_WHAT YOU WILL DO_: Search the entries for lines that contain the word "sans", and report each one found.

** DATA FOR ANALYSIS follows **

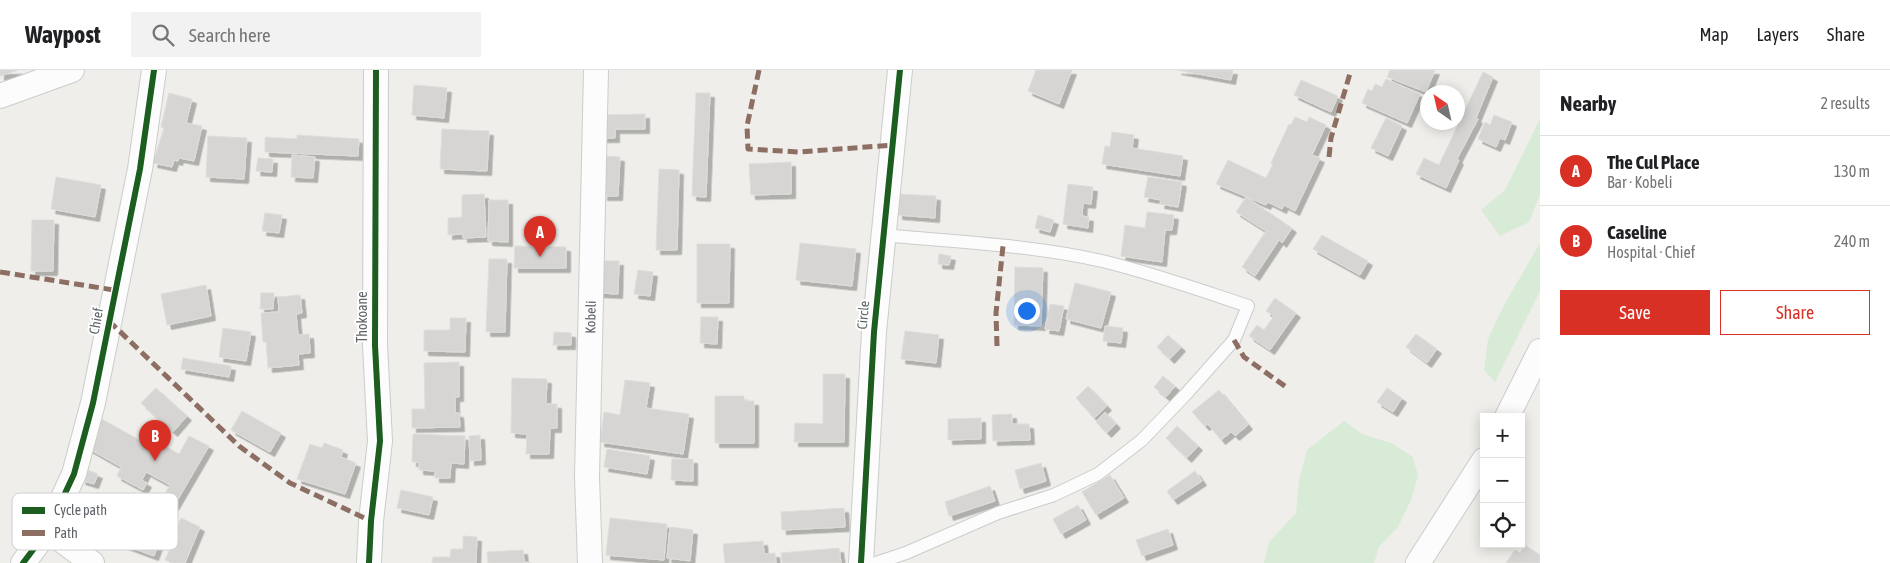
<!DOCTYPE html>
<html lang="en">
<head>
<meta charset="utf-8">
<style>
  :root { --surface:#fff; --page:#f2f2f2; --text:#202124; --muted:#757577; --line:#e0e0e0; --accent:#d93025 }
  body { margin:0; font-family:"Asap Condensed",sans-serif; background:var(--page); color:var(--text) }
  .controls { position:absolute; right:15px; bottom:15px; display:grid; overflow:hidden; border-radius:0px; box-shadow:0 2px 12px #0003 }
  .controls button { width:45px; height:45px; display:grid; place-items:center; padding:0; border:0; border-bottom:1px solid var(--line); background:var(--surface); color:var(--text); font:25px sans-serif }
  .compass { position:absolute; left:1420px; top:15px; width:45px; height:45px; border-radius:50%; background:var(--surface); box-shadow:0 2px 12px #0003; rotate:326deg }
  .you { position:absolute; left:1026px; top:240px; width:18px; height:18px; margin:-12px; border:4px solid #fff; border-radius:50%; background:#1a73e8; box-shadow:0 0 0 8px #1a73e833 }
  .badge { display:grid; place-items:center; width:32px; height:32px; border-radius:50%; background:var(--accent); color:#fff; font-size:16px; font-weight:700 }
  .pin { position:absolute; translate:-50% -41px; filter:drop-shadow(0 1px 2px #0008) }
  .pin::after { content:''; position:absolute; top:26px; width:18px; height:15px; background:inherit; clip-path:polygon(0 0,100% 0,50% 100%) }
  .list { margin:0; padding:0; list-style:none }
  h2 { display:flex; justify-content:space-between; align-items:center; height:65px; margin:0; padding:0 20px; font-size:21px }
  h2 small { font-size:16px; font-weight:400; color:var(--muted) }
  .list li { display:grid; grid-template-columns:32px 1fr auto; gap:15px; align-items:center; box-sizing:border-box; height:70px; padding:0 20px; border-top:1px solid var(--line) }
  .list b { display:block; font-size:19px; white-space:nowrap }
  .list p { margin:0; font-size:16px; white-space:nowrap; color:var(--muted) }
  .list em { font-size:16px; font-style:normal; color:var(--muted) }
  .actions { display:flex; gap:10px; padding:15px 20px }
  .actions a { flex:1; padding:11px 0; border:1px solid var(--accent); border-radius:0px; text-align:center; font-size:18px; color:var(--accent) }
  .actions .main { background:var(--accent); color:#fff }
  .icon { flex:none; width:28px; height:28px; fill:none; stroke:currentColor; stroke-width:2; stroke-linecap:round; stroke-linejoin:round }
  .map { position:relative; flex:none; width:1540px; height:493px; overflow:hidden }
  header { display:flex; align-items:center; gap:30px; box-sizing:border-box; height:70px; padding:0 25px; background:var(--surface); border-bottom:1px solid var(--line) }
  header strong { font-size:24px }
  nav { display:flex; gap:28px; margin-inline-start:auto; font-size:18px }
  .search { width:350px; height:45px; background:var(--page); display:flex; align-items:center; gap:12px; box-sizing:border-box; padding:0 18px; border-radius:0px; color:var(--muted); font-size:19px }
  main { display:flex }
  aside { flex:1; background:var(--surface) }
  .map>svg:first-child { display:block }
  .green { fill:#d8ebd6 }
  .building { fill:#d6d5d3; stroke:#deddd9; filter:url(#shadow) }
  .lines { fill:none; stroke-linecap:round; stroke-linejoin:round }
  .service-casing { stroke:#cbcccc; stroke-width:14 }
  .minor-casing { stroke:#cbcccc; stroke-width:26 }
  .service { stroke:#fdfcfc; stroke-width:12 }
  .minor { stroke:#fdfcfc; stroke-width:24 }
  .quiet { stroke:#8d6e63; stroke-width:5; stroke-dasharray:10 5; stroke-linecap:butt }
  .cycleway-casing { stroke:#fff; stroke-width:9 }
  .cycleway { stroke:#1b5e20; stroke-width:6 }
  .labels { text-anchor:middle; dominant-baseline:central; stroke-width:4; stroke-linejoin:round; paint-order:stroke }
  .street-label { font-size:14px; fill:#5f6368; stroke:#fff }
  .key { fill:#fff; stroke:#cfd0d2; stroke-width:1 }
  .key-label { font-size:14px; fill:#5f6368 }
</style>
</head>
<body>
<header>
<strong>Waypost</strong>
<div class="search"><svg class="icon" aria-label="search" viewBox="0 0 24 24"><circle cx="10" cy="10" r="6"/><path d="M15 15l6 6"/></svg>Search here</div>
<nav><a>Map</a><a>Layers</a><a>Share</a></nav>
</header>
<main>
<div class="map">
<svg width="1540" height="493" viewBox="0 0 1540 493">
  <defs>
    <filter id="shadow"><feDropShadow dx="4.5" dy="4.5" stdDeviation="0" flood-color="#0004"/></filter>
  </defs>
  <rect width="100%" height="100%" fill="#efeeea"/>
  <path class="green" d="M1540 49V125L1529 152 1500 166 1481 140 1505 120Z
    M1540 173V221L1495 312 1484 300 1488 269 1503 237Z
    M1344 351 1362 364 1391 373 1413 387 1418 406 1411 430 1398 457 1379 477 1374 493H1264L1269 472 1296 443 1299 410 1307 380Z"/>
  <path class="building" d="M0 0H18L0 6Z
    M1036 0H1072L1059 34 1028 21Z
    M1177 0H1233L1231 10Z
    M1390 0H1435L1426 22 1387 7Z
    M1483 2 1493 7 1476 48 1478 49 1457 89 1459 90 1446 118 1416 104 1424 88 1439 95Z
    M1386 9 1420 24 1407 53 1362 33 1368 19 1372 21 1375 14 1382 17Z
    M1301 10 1338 26 1331 42 1294 25Z
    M414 15 447 18 444 48 412 45Z
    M169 23 192 29 186 53 202 56 194 91 179 88 178 91 174 90 172 97 153 93 164 58 161 57Z
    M696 23H710L706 127 692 126Z
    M645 44V59H615V68H602L603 45Z
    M1494 45 1512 52 1505 70 1500 68 1496 77 1478 69 1485 52 1490 55Z
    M1295 47 1307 52 1309 47 1326 55 1312 85 1320 88 1295 141 1284 135 1282 139 1268 132 1266 135 1216 114 1228 90 1266 108 1273 94 1271 93 1289 54 1291 55Z
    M1386 48 1402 56 1388 86 1371 78Z
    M442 59 489 61 487 101 440 99Z
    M1112 62 1134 65 1132 78 1183 86 1180 106 1102 94 1105 76 1110 77Z
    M297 65 359 69 358 86 265 82V67L297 69Z
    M208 66 247 68 244 109 206 107Z
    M292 85 315 87 313 108 291 107Z
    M605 86 620 87 618 126H603Z
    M258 88 273 89 272 102 256 101Z
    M791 92V124L751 125 749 94Z
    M659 99 679 100 677 180H656Z
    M56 107 101 115 95 147 51 139Z
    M1148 107 1182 112 1178 137 1160 134 1161 130 1144 127Z
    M1068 114 1093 117 1091 134 1083 133 1082 146 1089 147 1088 158 1063 154Z
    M484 124 486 167 463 168V164L448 165V148L462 147V125Z
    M899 124 936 126 935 148 898 145Z
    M1246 127 1292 158 1282 173 1279 170 1255 206 1242 197 1266 161 1236 142Z
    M489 130H508V172L488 171Z
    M1147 142 1174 145 1172 160H1165L1162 192 1121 186 1125 155 1145 158Z
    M265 143 282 145 279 163 262 161Z
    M1038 145 1054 150 1050 162 1035 158Z
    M32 150H54L53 201H31Z
    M1322 165 1368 191 1360 205 1313 179Z
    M800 173 856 179 852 216 796 210Z
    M697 174H730L729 233H697Z
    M515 176 566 177V198H514Z
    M939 184 951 186 949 195 938 194Z
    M489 189H507L505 262H486Z
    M600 191H619L618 224 599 223Z
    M1015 197 1043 198 1041 256 1014 255Z
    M638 200 653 202 650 226 634 224Z
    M1075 213 1111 222 1101 258 1066 249Z
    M206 215 211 246 167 255 161 224Z
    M261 223H274L273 239H260Z
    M300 225 302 243 296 244 298 265 309 264 310 283 298 284 299 295 268 298 266 272H263L261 243 279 242 278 227Z
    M1275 228 1296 243 1270 280 1249 266 1257 255 1264 260 1274 246 1266 241Z
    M1050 234 1064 236 1059 261 1045 259Z
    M701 247H718L717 274 700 273Z
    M450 248H466L465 282 424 281V260H450Z
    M1105 256 1123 258 1121 273 1103 271Z
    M223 258 251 262 246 291 219 287Z
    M905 261 939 265 936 293 901 289Z
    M554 262 571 263V275H553Z
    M1416 264 1437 279 1427 293 1406 277Z
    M1168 265 1181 277 1170 289 1157 277Z
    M183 288 231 296 229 307 181 299Z
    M459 292V327H455V343H459L460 357 412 358V339H425L424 293Z
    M823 304H845L844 372H794L795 353 823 354Z
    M1163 306 1175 316 1166 327 1154 317Z
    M512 308 547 309 546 334H557V358H550L549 384H526L527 364 511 363Z
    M625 310 650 313 646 338 689 344 683 384 600 372 604 342 620 345Z
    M1088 316 1107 336 1094 348 1076 328Z
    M156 318 187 346 173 362 141 333Z
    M1387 318 1402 328 1393 342 1377 332Z
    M1219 320 1248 355 1235 366 1231 362 1221 370 1208 354 1205 356 1192 342Z
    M715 326H744V331H754V373H715Z
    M242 341 281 363 270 382 231 360Z
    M1105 342 1116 354 1107 363 1096 352Z
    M1012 344V354H1029L1030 370 993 371 992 345Z
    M100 348 157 380 160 373 179 384 189 366 209 376 174 436 162 429 170 415 146 402 142 410 147 413 143 420 117 406 121 397 84 376Z
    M981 348V369L948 370V349Z
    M1177 356 1198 376 1187 388 1166 368Z
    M413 364 465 366 464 394 451 393 450 408H435V401L419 400V392H412Z
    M480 365 481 390 470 391 469 366Z
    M324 373 343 380 341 387 356 393 345 424 297 409 310 374 322 378Z
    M607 379 650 386 647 404 604 397Z
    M672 389H693V411L671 410Z
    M1041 393 1046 411 1020 419 1015 400Z
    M85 399 98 404 94 414 81 410Z
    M1195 401 1202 411 1173 430 1167 421Z
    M1110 405 1124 428 1096 445 1082 422Z
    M990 416 995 431 949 446 945 432Z
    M401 420 433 427 429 445 397 438Z
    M139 433 169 444 154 486 124 475Z
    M1078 435 1086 450 1061 464 1053 449Z
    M844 438 845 457 782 460 781 442Z
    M181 448 200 457 185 493H173L165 490 171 477 169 476Z
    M610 448 667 454 664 490 606 485Z
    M670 457 693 460 690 491 667 488Z
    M1168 459 1173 475 1142 486 1136 470Z
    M463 466 477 467 476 493H432L433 487H450L451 479H463Z
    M763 471 764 484 775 483 776 493H725L723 474Z
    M1525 475 1540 485V493H1506L1515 480 1520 483Z
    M839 478 841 493H782L781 483Z
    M523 480 524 492 532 493H488L487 482Z"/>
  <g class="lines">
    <g class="service-casing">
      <path id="service" d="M876 493 906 483 998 443 1054 425 1098 404 1142 370 1186 324 1234 270 1248 236C1200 220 1152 203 1102 191 1033 175 954 172 883 165"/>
    </g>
    <g class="minor-casing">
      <g id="minor">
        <path d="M0 26 72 0"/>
        <path d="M1507 347 1540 281"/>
        <path d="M48 460 92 493"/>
        <path d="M23 493 48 460 74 404 93 333 140 99 154 0"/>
        <path d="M369 493 371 451 380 371 375 275 376 0"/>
        <path id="s1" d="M590 493 587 407 596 0"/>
        <path d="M861 493 874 262 900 0"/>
        <path d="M1418 493 1484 390"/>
      </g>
    </g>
    <use href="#service" class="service"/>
    <use href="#minor" class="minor"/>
    <path class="quiet" d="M759 0 747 56 748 79 799 82 893 75
      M1329 87 1331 68 1351 0
      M0 202 114 220
      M109 251 239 376 290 413 371 451
      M1234 270 1244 287 1289 319
      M997 276 996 243 1003 176"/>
    <g class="cycleway-casing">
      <path id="cycleway" d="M23 493 48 460 74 404 93 333 140 99 154 0
        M369 493 371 451 380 371 375 275 376 0
        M861 493 874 262 900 0"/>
    </g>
    <use href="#cycleway" class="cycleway"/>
  </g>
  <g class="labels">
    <g class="street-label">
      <text transform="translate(863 245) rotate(-85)">Circle</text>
      <text transform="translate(362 247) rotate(-90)">Thokoane</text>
      <text stroke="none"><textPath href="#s1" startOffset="246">Kobeli</textPath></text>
      <text transform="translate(96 251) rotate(-80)">Chief</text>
    </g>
  </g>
  <rect x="12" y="423" width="166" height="57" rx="8" class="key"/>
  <rect x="22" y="437" width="23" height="7" fill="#1b5e20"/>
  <rect x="22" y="460" width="23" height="6" fill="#8d6e63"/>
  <g class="key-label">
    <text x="54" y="445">Cycle path</text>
    <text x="54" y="468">Path</text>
  </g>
</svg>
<div class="controls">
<button>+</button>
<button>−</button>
<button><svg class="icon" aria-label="locate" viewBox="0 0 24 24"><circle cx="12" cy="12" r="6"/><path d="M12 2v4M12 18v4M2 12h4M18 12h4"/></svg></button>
</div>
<svg class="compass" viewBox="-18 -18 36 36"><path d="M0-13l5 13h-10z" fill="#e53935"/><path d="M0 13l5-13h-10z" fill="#757577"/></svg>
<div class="you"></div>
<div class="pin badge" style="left:540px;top:187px">A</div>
<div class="pin badge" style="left:155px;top:391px">B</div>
</div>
<aside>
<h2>Nearby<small>2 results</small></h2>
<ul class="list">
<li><span class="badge">A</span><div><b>The Cul Place</b><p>Bar · Kobeli</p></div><em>130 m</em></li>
<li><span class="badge">B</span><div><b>Caseline</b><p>Hospital · Chief</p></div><em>240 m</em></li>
</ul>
<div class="actions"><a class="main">Save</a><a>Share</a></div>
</aside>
</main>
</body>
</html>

** End of DATA FOR ANALYSIS **

_ANSWER FOR THE TASK_:
  body { margin:0; font-family:"Asap Condensed",sans-serif; background:var(--page); color:var(--text) }
  .controls button { width:45px; height:45px; display:grid; place-items:center; padding:0; border:0; border-bottom:1px solid var(--line); background:var(--surface); color:var(--text); font:25px sans-serif }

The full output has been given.